The Financial Times, quoting Jill Rutter from the Institute for Government, is clearly right to suggest the whole process would have been cleaner and better had the government adopted the bill. It also doesn’t take a huge amount of political nous to see why Keir Starmer wouldn’t want to touch it with a 16-foot, well-disinfected barge pole. That would be true even if he was basking in the sunny uplands of electoral approval in a calm and tranquil world. So dream on.

But the fact that it is both a private members’ bill and a matter of conscience—a free vote—is what the coverage and the jeopardy now turn on. Kim Leadbeater does not have the power of the whips behind her. She does not have a government majority to rely on. The vast majority of nail-biting, knife-edge votes star only a handful of heroes, conscience-stricken malcontents balancing on the blade, willing to defy party and the whips.

That would be a luxury for Leadbeater, who faces a phalanx of MPs eager to see themselves as heroic figures in an epic struggle to create a bomb-proof bill. While she has some very firm supporters, she has to battle with the conscience and deliberation of every single MP who voted for the bill every time she opens her mouth. And every single MP will want to make it clear to their conflicted constituents just how carefully, how seriously, they are taking this most serious of serious matters. You can hear the sound of deliberative chin-stroking from here.

That does make the going tough. I feel it has made Leadbeater, if not panic, react instinctively and too fast for some, who regard it as “rushed, slapdash, on-the-hoof legislation”. I’ve been predicting a move to a panel for some time—and think it is sensible. But was it wise to make the announcement at 10pm, the night before the committee met? No doubt it felt smart, a way of feeding the beast (the press) rather than allowing it to feed off you. With the blessed gift of hindsight, not so much.

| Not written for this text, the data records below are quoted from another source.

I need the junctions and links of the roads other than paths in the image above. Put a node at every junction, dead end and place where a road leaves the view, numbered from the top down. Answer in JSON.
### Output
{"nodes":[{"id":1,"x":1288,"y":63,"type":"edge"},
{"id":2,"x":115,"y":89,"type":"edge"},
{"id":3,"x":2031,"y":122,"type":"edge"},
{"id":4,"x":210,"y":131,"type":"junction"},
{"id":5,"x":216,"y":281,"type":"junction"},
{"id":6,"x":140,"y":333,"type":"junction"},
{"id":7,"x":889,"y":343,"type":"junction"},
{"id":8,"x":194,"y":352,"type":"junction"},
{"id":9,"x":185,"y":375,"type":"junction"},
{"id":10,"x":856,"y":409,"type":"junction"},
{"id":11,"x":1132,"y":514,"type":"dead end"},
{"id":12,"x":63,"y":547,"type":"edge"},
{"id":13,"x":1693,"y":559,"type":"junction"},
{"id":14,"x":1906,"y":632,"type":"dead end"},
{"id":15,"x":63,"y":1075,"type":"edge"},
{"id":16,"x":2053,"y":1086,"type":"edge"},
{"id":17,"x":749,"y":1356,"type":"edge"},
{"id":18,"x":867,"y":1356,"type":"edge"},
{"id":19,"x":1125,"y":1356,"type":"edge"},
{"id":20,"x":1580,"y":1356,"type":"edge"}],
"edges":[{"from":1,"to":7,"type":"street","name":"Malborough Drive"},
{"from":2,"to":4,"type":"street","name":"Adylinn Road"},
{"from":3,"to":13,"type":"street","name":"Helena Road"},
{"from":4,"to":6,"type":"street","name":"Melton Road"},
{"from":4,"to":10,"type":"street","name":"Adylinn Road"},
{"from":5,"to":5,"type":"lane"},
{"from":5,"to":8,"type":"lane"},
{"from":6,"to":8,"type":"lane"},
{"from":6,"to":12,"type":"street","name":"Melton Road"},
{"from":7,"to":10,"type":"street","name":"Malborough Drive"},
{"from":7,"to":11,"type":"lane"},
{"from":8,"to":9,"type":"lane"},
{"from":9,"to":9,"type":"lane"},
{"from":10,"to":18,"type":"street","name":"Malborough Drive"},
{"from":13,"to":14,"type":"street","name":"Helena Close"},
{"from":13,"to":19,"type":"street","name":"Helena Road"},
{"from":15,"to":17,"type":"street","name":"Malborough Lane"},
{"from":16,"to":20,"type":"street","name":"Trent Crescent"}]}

But Leadbeater might have expected a warmer reception. After all, virtually no one backed the High Court judge plan. Certainly not the MP who told the Commons during the big debate: “Many eminent judges have made the point that it will overwhelm the family courts if the test were applied properly, but it will not be applied properly, because the bill assumes that judges will fulfil a new inquisitorial role and actually look into cases as investigators, which is entirely unknown in English common law. But the bill will not require any actual investigation.

“There is no requirement for a judge even to meet the applicant. They simply have to have a phone call, or maybe it will be an email, from one of the medics. That is it.”

Surely, Leadbeater might have hoped that this MP, perhaps the strongest critic of the bill, might welcome the scrapping of this poor, scorned plan, or at least have greeted it in silence. Not a bit of it. Danny Kruger was on the radio within hours branding it “a disgrace”. 

That indeed is what it is, in a nutshell: the fluidity of principled opposition to cloak their principle in any old jumble of pragmatic clothing that is near to hand. 

And every change opens up an opportunity for a new assault on the detail. The Spectator’s Steerpike claims the bill “seems to be dying a slow death itself. The legislation is losing support” because the new plan would mean a “death tsar” being appointed—which is weirdly reminiscent of Sarah Palin’s death panels. Can you, I wonder, see Russia from the walls of Gormenghast?

The Daily Mail, no slouch at making its readers shiver with fear with a phrase from the lexicon of the hard right, picks up the transfiguration of a former High Court judge into a chilling Death Tsar, a cross between K’s tormenters, Darth Vadar and Judge Dread. These people know their business. 

No, I don’t think the bill is on the brink of defeat, but its opponents have influential friends who know how to create a powerful storm. They can ensure it will sail in troubled waters until the final vote is done.